Extract the opening line of the entries and every line after it, stopping at and including the line that contains "index pip: (887, 578)". Do not include pictures.

** Records to process follows **

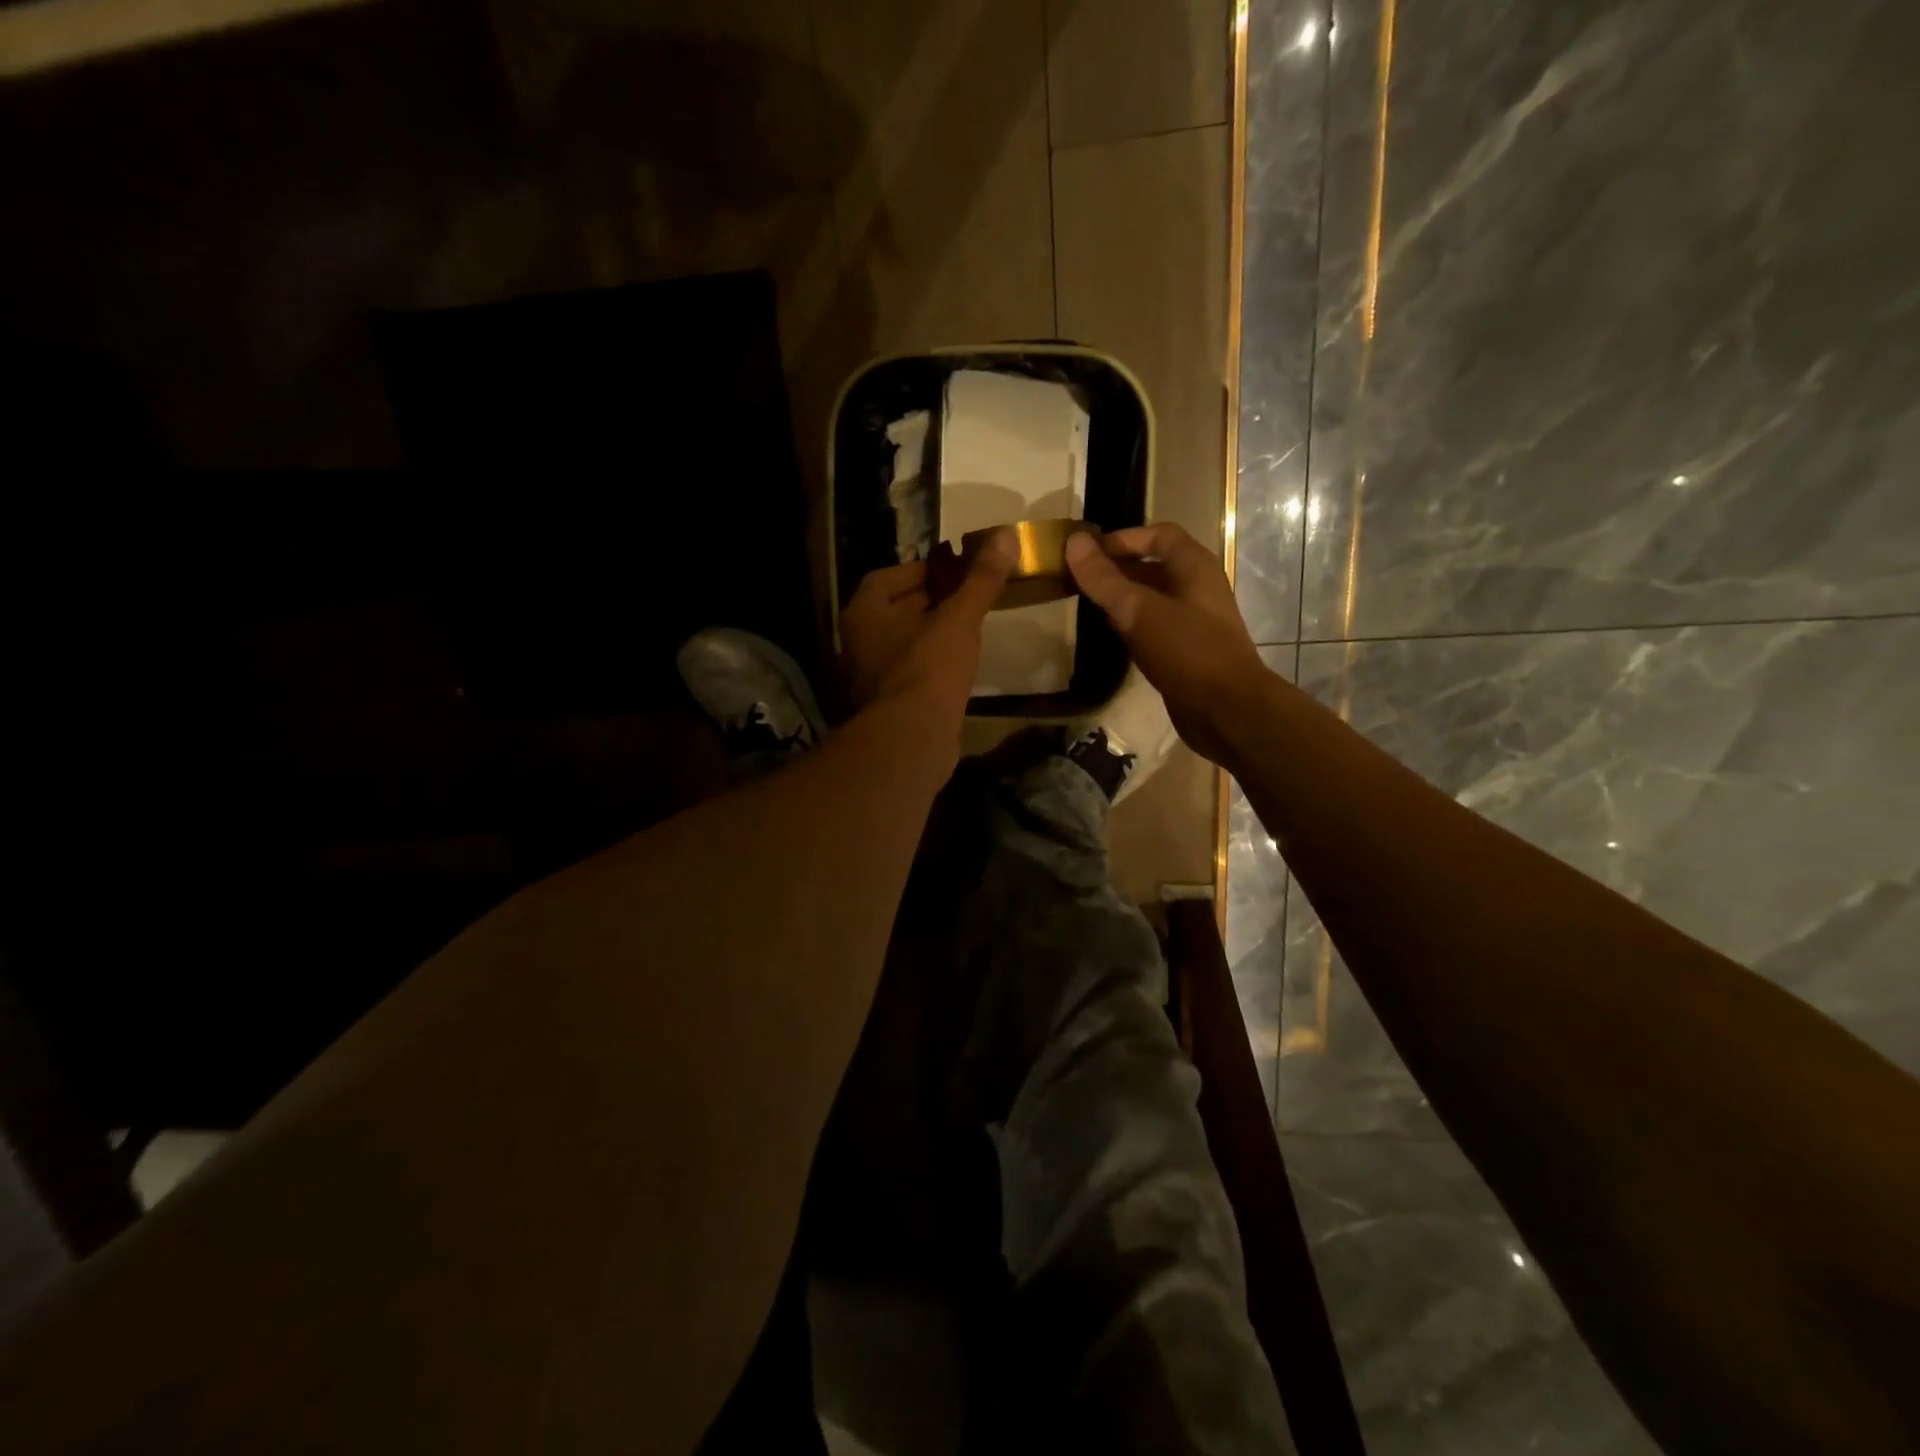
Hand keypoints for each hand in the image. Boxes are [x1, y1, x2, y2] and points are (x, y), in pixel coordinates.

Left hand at [840, 531, 1017, 718]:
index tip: (954, 569)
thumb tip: (1005, 535)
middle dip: (930, 600)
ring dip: (932, 632)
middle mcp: (858, 642)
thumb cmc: (929, 668)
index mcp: (863, 614)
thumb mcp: (958, 618)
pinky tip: (959, 664)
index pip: (887, 578)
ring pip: (904, 643)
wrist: (913, 739)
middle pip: (895, 610)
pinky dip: (932, 662)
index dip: (922, 569)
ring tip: (968, 625)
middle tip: (968, 593)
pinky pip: (911, 671)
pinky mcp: (888, 704)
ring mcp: (871, 677)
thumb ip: (980, 579)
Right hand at [1065, 523, 1265, 763]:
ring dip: (1122, 598)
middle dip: (1117, 568)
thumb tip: (1074, 541)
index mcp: (1195, 568)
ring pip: (1152, 599)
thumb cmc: (1188, 652)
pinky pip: (1154, 628)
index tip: (1088, 552)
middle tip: (1078, 578)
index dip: (1123, 538)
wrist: (1226, 712)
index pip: (1159, 535)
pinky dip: (1131, 625)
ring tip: (1086, 603)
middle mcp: (1197, 589)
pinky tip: (1109, 635)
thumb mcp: (1140, 611)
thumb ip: (1105, 579)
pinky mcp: (1186, 652)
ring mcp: (1193, 622)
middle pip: (1154, 566)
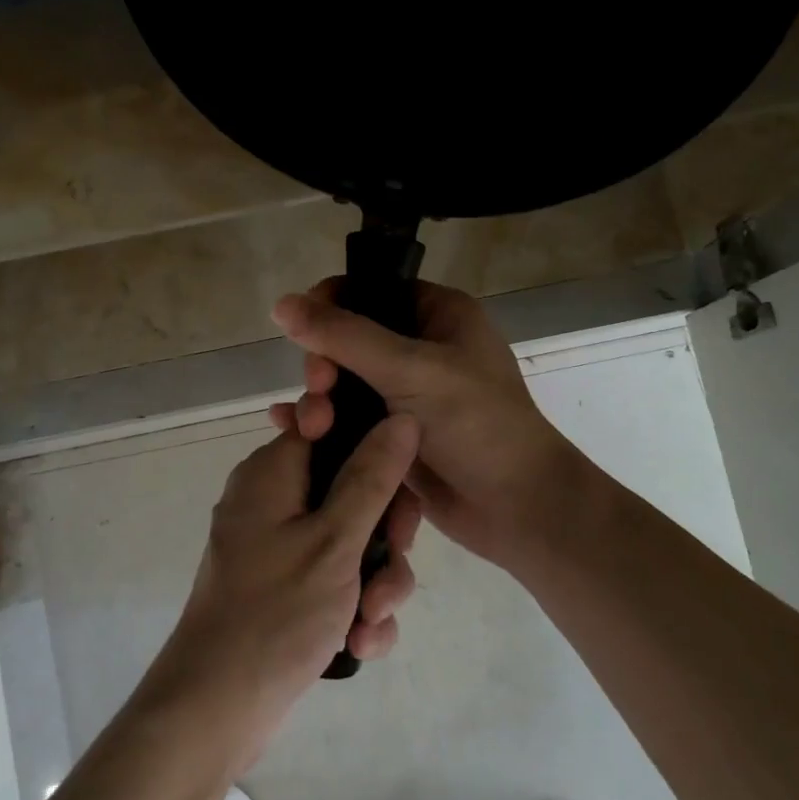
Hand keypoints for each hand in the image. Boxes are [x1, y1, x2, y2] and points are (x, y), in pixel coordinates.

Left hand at [151, 416, 421, 770]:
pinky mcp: (287, 587)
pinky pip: (336, 578)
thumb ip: (371, 477)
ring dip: (376, 581)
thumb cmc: (274, 613)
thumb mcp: (334, 541)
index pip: (332, 428)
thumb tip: (402, 418)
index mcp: (273, 472)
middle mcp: (274, 500)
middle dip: (385, 535)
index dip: (374, 451)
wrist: (217, 708)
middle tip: (392, 563)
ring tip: (371, 621)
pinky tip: (360, 644)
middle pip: (352, 489)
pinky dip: (354, 607)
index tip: (399, 489)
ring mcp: (279, 546)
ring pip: (352, 540)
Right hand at [271, 280, 596, 574]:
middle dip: (322, 365)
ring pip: (342, 382)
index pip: (369, 291)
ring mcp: (406, 393)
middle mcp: (421, 347)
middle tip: (320, 390)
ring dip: (318, 399)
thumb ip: (344, 336)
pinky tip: (291, 431)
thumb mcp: (410, 370)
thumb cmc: (476, 424)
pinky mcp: (393, 433)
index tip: (306, 336)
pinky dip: (321, 422)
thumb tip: (281, 303)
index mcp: (437, 315)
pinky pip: (346, 417)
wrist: (517, 508)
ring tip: (311, 428)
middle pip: (347, 339)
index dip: (330, 308)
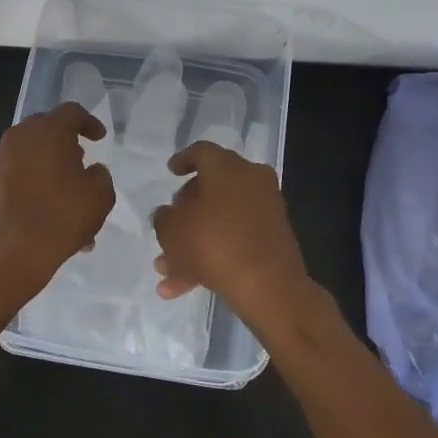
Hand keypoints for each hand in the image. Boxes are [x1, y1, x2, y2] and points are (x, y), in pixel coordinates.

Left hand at [0, 102, 114, 291]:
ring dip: (51, 173)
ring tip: (69, 204)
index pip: (72, 113)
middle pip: (47, 132)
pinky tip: (49, 219)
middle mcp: (19, 138)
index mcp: (48, 130)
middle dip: (66, 147)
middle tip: (82, 165)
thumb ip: (100, 175)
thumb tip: (90, 171)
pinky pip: (19, 179)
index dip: (89, 123)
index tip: (99, 138)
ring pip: (32, 159)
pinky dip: (35, 189)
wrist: (6, 253)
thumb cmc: (60, 216)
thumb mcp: (99, 196)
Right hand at [150, 141, 312, 322]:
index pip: (202, 152)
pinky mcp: (274, 239)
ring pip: (221, 220)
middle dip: (186, 210)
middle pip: (213, 187)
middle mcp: (252, 181)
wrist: (268, 285)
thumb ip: (163, 218)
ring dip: (193, 242)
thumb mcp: (171, 230)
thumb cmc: (212, 244)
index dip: (183, 160)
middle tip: (169, 223)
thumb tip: (169, 214)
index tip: (171, 171)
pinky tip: (186, 286)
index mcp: (227, 168)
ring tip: (165, 270)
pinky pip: (236, 240)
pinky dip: (212, 256)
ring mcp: (266, 210)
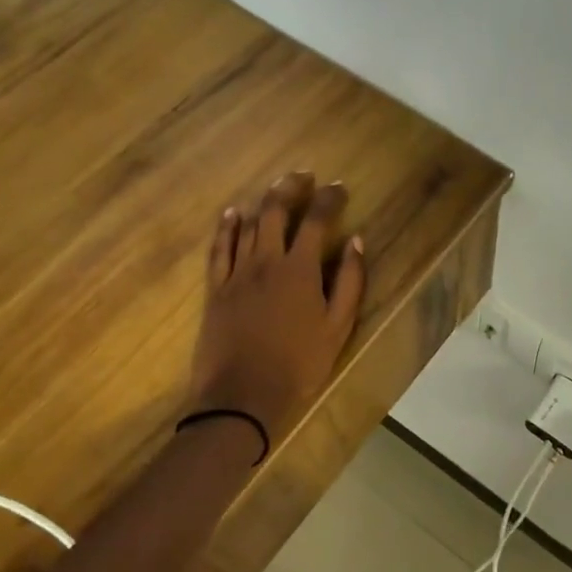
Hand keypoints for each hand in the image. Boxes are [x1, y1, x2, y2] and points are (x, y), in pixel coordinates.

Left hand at [186, 171, 366, 442]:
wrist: (242, 396)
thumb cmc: (298, 364)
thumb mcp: (337, 327)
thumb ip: (348, 282)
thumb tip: (355, 243)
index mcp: (300, 269)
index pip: (317, 221)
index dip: (329, 199)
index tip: (339, 187)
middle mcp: (266, 261)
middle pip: (276, 211)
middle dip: (291, 188)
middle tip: (304, 175)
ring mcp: (237, 273)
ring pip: (249, 225)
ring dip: (264, 201)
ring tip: (276, 187)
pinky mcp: (216, 288)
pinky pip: (219, 248)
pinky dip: (226, 227)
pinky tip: (232, 212)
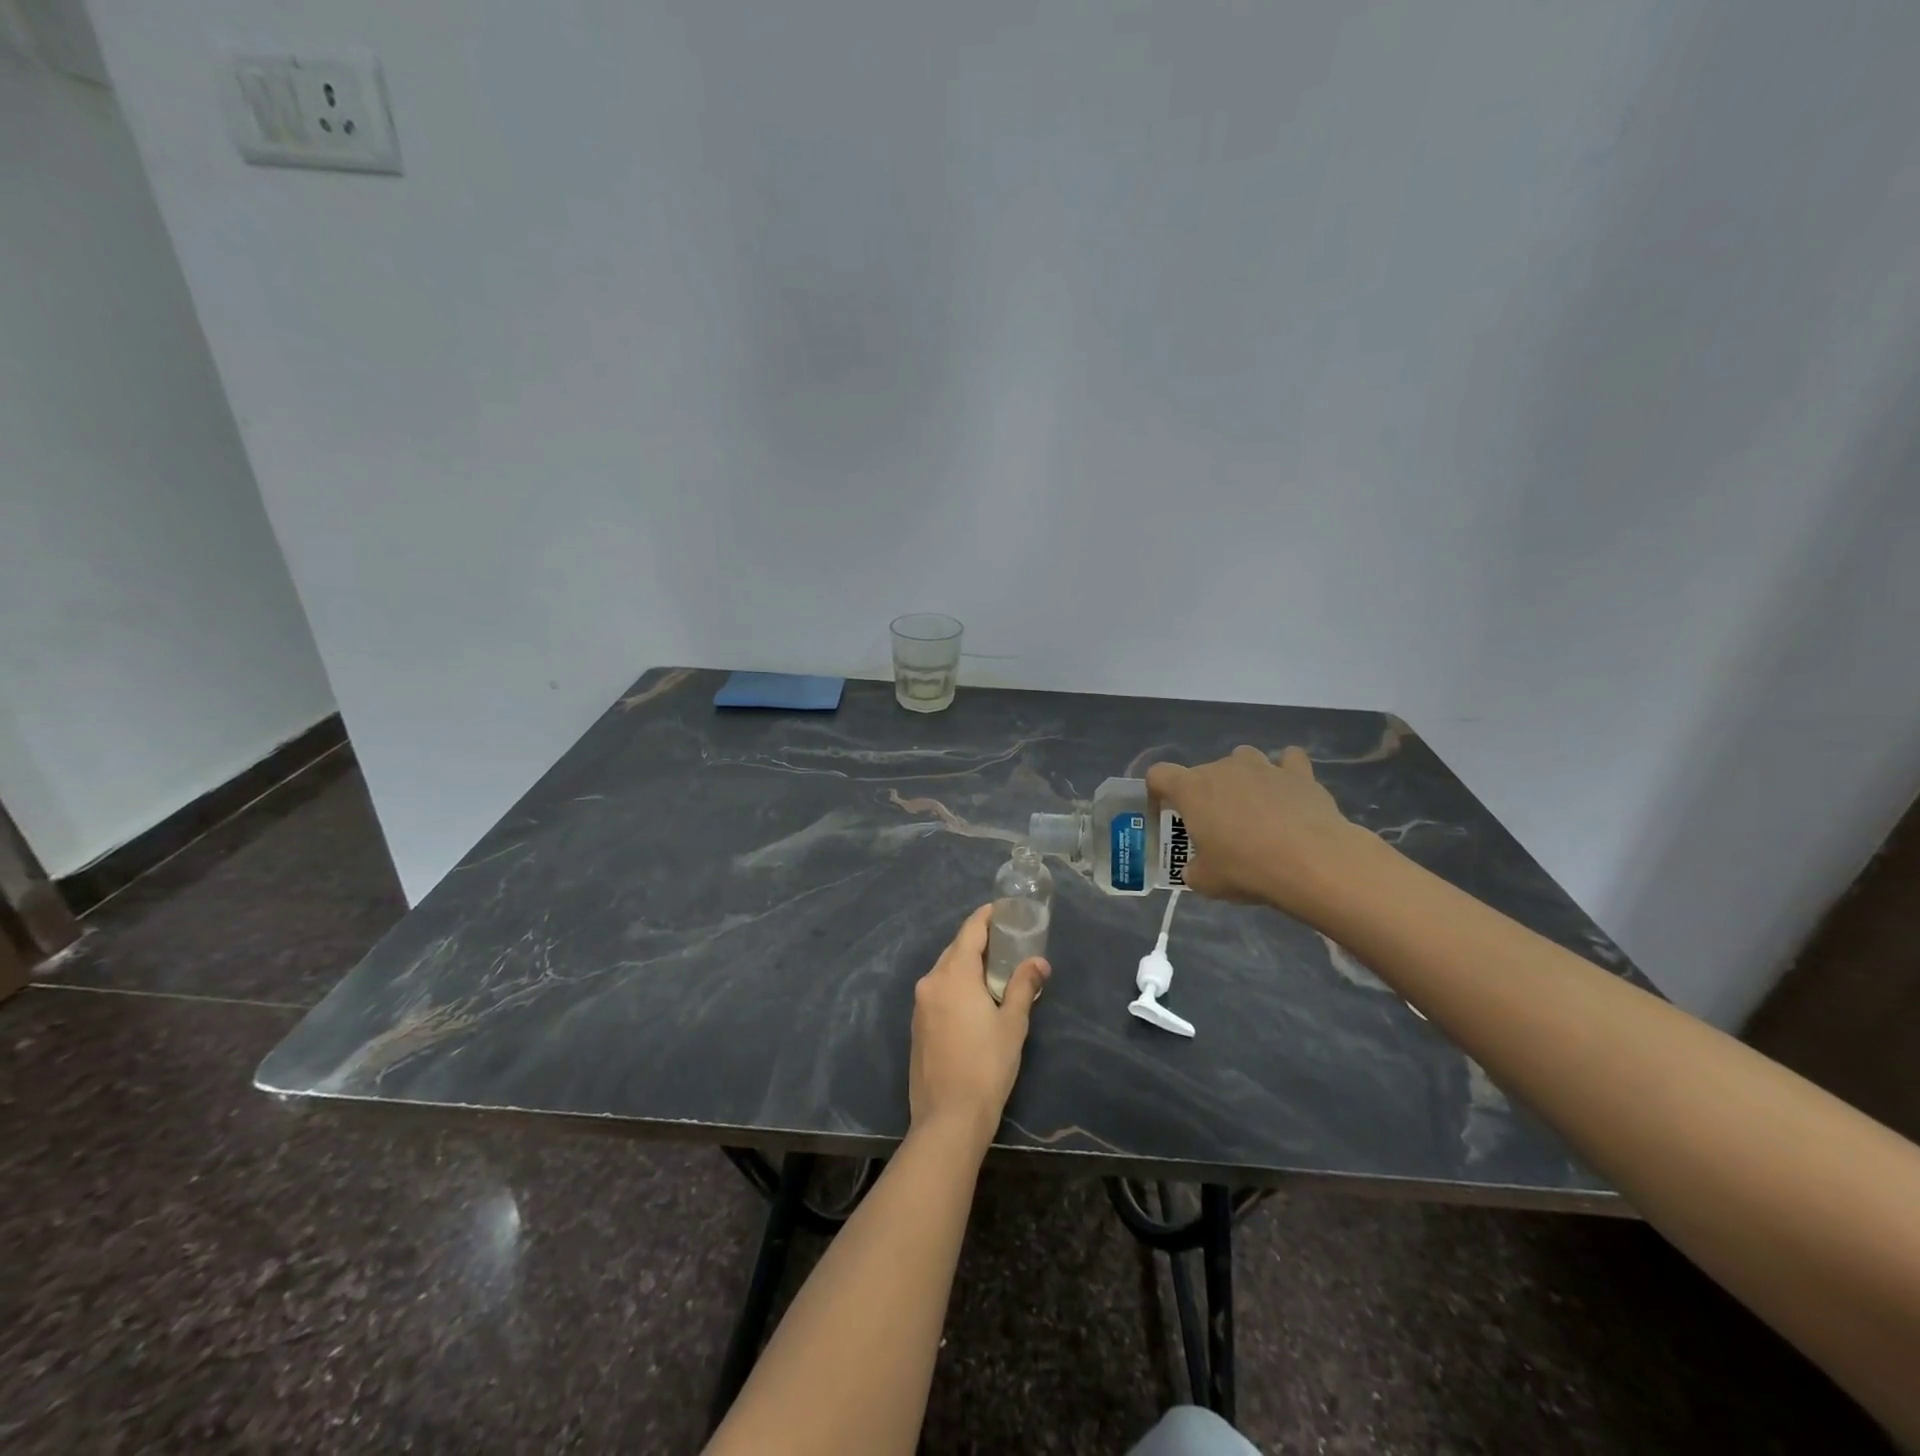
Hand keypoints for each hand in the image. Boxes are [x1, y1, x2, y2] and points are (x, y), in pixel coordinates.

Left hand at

** End of Records to process **

Output of the task →
Hand keypoints for each hand in the image. Boxes are [x1, y1, x2, y2] and points are (x, y), in pixel coordinates.

Left hand at [840, 531, 1017, 718]:
index tip: (954, 569)
thumb tip: (1005, 535)
middle dip: (930, 600)
ring dip: (932, 632)
middle mcp: (858, 642)
thumb cmc: (929, 668)
index mcp: (863, 614)
thumb mcp: (958, 618)
pinky tip: (959, 664)
index pip: (887, 578)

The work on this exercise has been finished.